- _HOW TO COMPLETE THIS TASK_
Find every line in the material below with the string "East" and state how many there are, with no other text.

# # #

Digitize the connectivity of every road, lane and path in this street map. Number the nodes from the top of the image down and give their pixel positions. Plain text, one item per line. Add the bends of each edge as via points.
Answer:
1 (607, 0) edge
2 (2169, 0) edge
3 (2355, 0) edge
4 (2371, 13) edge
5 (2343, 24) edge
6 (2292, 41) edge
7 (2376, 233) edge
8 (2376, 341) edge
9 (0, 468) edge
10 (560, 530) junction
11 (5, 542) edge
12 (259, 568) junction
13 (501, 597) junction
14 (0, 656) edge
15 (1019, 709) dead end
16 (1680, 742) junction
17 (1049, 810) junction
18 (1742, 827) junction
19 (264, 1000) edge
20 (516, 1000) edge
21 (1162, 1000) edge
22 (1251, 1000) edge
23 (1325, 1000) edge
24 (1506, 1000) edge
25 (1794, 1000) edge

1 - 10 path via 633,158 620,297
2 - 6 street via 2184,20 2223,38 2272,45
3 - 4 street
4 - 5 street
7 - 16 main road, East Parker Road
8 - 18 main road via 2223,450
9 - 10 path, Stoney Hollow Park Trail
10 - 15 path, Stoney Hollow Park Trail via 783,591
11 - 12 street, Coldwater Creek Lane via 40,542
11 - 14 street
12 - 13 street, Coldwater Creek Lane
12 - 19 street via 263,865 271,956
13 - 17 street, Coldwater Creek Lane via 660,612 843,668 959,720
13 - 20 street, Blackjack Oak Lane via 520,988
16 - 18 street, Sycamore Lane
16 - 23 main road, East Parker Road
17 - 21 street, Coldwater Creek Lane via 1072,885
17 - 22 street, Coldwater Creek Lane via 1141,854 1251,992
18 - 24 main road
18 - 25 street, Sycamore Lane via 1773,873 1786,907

# # #

- _THE COMPLETED TASK_
2